OS: windows 7 (64 bit), service pack 1, 8gb ram, i5 quad core desktop
(without hyper-threading).
jdk: java 7 (jdk1.7.0_51).
all applications are in java, using embedded database instance (java
runtime and neo4j vm/other arguments are default (empty) in each case).
Fellow Neo4J enthusiasts,
After performing various simple benchmarks it would appear that using
native java to query a neo graph outperforms doing the same using cypher.
This would normally be surprising in a relational context but i can see how
it can make sense in this graph context (as virtual memory is heavily used
etc.).
As such I would like to know if this is in fact the case for the majority
of queries that can be made in neo4j, or whether I am missing something
glaringly obvious in my tests.
*A summary of my test parameters is as follows:*
- a graph of 100k nodes (each having one property) is used as a baseline
(relationships and more properties are added for later experiments).
- after graph insertion the jvm is restarted before querying in order to
clear virtual memory.
- the same query is performed using cypher and neo4j in each case.
- the jvm is restarted for every subsequent query experiment to ensure
virtual memory is wiped (vm is embedded into java heap in windows by
default).
- during each experiment 10 repetitions of the query are performed, with
each repetition having a small change in one of the query variables.

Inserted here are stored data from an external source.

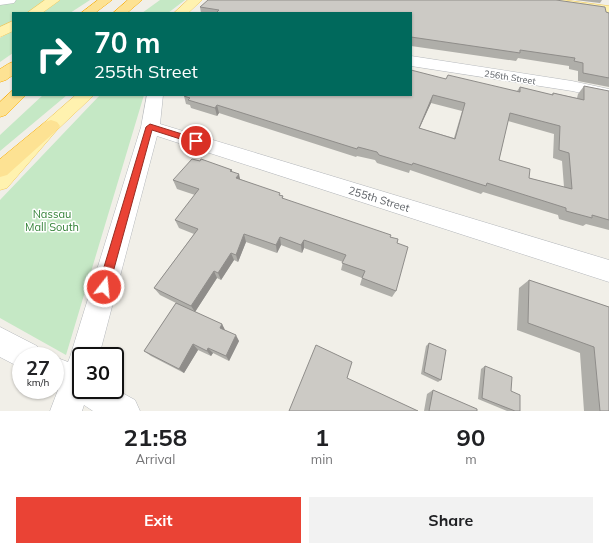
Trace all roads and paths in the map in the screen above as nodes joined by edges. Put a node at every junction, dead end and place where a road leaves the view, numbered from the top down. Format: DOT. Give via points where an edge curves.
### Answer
graph roads {
  1 [pos="10,0"];
  2 [pos="54,0"];
  3 [pos="106,0"];
  4 [pos="136,0"];
  5 [pos="196,0"];
  6 [pos="538,0"];
  7 [pos="0,1"];
  8 [pos="609,10"];
  9 [pos="35,12"];
  10 [pos="88,12"];
  11 [pos="120,12"];
  12 [pos="181,12"];
  13 [pos="12,26"];
  14 [pos="0,33"];
  15 [pos="412,61"];
  16 [pos="12,68"];
  17 [pos="0,77"];
  18 [pos="609,94"];
  19 [pos="17,96"];
  20 [pos="85,96"];
  21 [pos="155,96"];
  22 [pos="0,111"];
  23 [pos="51,126"];
  24 [pos="150,127"];
  25 [pos="0,170"];
  26 [pos="0,182"];
  27 [pos="609,271"];
  28 [pos="0,341"];
  29 [pos="86,347"];
  30 [pos="12,348"];
  31 [pos="105,399"];
  32 [pos="124,411"];
  1 -- 7 [label="street"];
  2 -- 9 [label="main road"];
  3 -- 10 [label="highway"];
  4 -- 11 [label="highway"];
  5 -- 12 [label="main road"];
  6 -- 8 [label="main road"];
  13 -- 14 [label="main road"];
  15 -- 18 [label="street, 256th Street"];
  16 -- 17 [label="highway"];
  19 -- 22 [label="highway"];
  20 -- 23 [label="main road"];
  21 -- 24 [label="street"];
  23 -- 25 [label="highway"];
  23 -- 26 [label="main road"];
  24 -- 27 [label="street, 255th Street"];
  24 -- 29 [label="street"];
  28 -- 30 [label="street"];
  31 -- 32 [label="street"];
}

This
is to test execution time for the first instance (hence before any nodes
are in virtual memory) as well as subsequent calls where most of the nodes
queried are in RAM.
- execution time is recorded using System.nanotime() for accuracy.
- the cypher queries have been optimised as much as possible (with my
current knowledge) using a single execution engine per experiment and the
changing variable is injected as a parameter to the query.
*Hypothesis:*
For all experiments (details below) both for initial query execution as
well as subsequent executions, the native java api outperforms cypher.
*The following queries were performed (code presented below, this is a
summary in text for conciseness):*
- get me all nodes which have property 'i' equal to {max}. NB: The
variable {max} ranges from 0 to 100k in the nodes and the queries test all
possible ranges to ensure that the java execution does not have a
preferential treatment by finding results close to the top of the node file
(as is shown in the results).
- get me all nodes which have property 'i' equal to {max}, through a
single indexed node. In my context (model-driven engineering research) it
is common to have a single (or very few) starting points for a query, so my
second test simulated this behaviour by creating a single "source" node
with relationship to the 100k nodes to be queried. as such, the query goes
to the lucene index to find the node and then traverses the relationship it
has to the 100k nodes in order to be executed. This also avoids using the
GlobalGraphOperations.at(database).getAllNodes() operation in java (which
is useful as it would never be used in my context).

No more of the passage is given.